Exercise objective. Produce a word-for-word copy of the data that follows, excluding images.

┌─ Extracted records

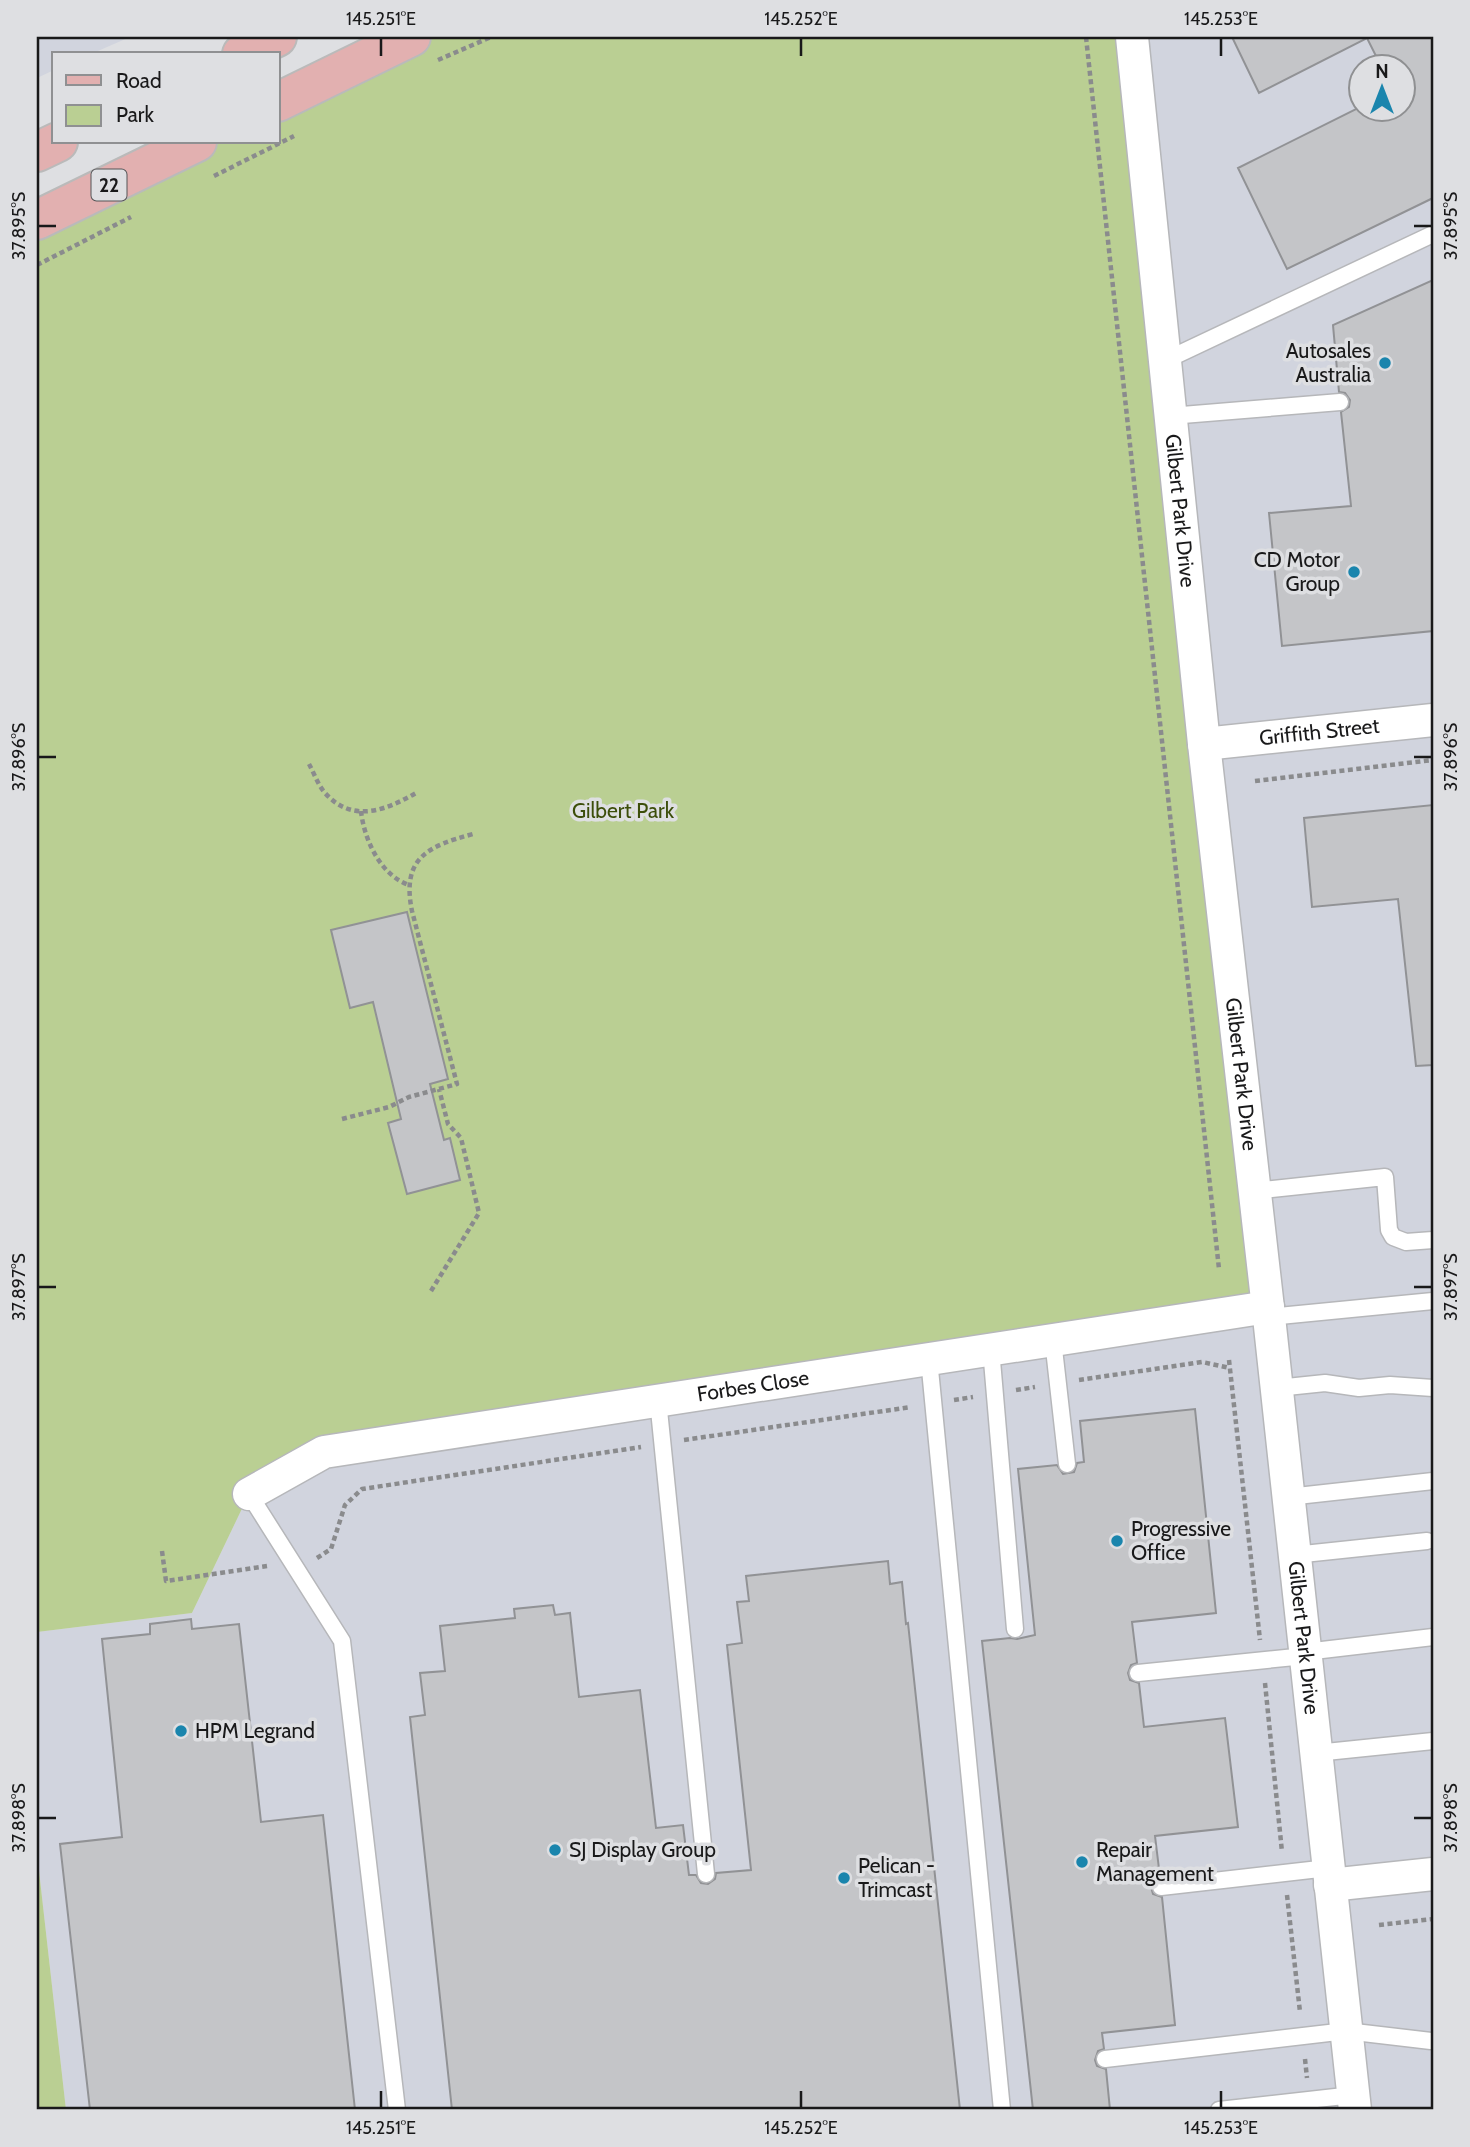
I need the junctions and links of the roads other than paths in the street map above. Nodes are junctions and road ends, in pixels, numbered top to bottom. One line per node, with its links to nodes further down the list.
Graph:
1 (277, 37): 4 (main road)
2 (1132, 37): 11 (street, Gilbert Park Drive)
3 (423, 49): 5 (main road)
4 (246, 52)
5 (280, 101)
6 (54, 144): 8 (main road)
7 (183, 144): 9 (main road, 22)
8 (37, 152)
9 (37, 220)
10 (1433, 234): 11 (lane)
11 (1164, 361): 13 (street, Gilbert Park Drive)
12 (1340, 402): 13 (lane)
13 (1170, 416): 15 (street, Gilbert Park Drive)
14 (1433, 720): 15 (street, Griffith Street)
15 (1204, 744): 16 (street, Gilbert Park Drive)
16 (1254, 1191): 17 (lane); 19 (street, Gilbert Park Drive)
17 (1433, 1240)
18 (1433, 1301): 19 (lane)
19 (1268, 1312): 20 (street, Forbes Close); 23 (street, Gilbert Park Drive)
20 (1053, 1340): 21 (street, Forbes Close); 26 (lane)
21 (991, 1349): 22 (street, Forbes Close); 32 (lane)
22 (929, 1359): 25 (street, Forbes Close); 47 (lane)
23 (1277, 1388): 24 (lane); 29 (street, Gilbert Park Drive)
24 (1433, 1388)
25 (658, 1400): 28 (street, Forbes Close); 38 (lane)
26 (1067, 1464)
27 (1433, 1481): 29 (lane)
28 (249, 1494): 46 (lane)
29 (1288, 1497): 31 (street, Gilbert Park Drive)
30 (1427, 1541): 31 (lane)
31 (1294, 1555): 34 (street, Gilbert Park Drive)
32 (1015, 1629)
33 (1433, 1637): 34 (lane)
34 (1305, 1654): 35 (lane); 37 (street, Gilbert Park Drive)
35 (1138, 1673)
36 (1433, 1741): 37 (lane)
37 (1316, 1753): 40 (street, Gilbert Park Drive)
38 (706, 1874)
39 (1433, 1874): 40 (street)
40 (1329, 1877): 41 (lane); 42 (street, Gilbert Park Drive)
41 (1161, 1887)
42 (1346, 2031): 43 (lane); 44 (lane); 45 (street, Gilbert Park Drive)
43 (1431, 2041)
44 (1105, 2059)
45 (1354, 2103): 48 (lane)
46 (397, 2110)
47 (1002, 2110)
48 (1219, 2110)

└─

Exercise solution.
I need the junctions and links of the roads other than paths in the street map above. Nodes are junctions and road ends, in pixels, numbered top to bottom. One line per node, with its links to nodes further down the list.
Graph:
1 (277, 37): 4 (main road)
2 (1132, 37): 11 (street, Gilbert Park Drive)
3 (423, 49): 5 (main road)
4 (246, 52)
5 (280, 101)
6 (54, 144): 8 (main road)
7 (183, 144): 9 (main road, 22)
8 (37, 152)
9 (37, 220)
10 (1433, 234): 11 (lane)
11 (1164, 361): 13 (street, Gilbert Park Drive)
12 (1340, 402): 13 (lane)
13 (1170, 416): 15 (street, Gilbert Park Drive)
14 (1433, 720): 15 (street, Griffith Street)
15 (1204, 744): 16 (street, Gilbert Park Drive)
16 (1254, 1191): 17 (lane); 19 (street, Gilbert Park Drive)
17 (1433, 1240)
18 (1433, 1301): 19 (lane)
19 (1268, 1312): 20 (street, Forbes Close); 23 (street, Gilbert Park Drive)
20 (1053, 1340): 21 (street, Forbes Close); 26 (lane)
21 (991, 1349): 22 (street, Forbes Close); 32 (lane)
22 (929, 1359): 25 (street, Forbes Close); 47 (lane)
23 (1277, 1388): 24 (lane); 29 (street, Gilbert Park Drive)
24 (1433, 1388)
25 (658, 1400): 28 (street, Forbes Close); 38 (lane)
26 (1067, 1464)
27 (1433, 1481): 29 (lane)
28 (249, 1494): 46 (lane)
29 (1288, 1497): 31 (street, Gilbert Park Drive)
30 (1427, 1541): 31 (lane)
31 (1294, 1555): 34 (street, Gilbert Park Drive)
32 (1015, 1629)
33 (1433, 1637): 34 (lane)
34 (1305, 1654): 35 (lane); 37 (street, Gilbert Park Drive)
35 (1138, 1673)
36 (1433, 1741): 37 (lane)
37 (1316, 1753): 40 (street, Gilbert Park Drive)
38 (706, 1874)
39 (1433, 1874): 40 (street)
40 (1329, 1877): 41 (lane); 42 (street, Gilbert Park Drive)
41 (1161, 1887)
42 (1346, 2031): 43 (lane); 44 (lane); 45 (street, Gilbert Park Drive)
43 (1431, 2041)
44 (1105, 2059)
45 (1354, 2103): 48 (lane)
46 (397, 2110)
47 (1002, 2110)
48 (1219, 2110)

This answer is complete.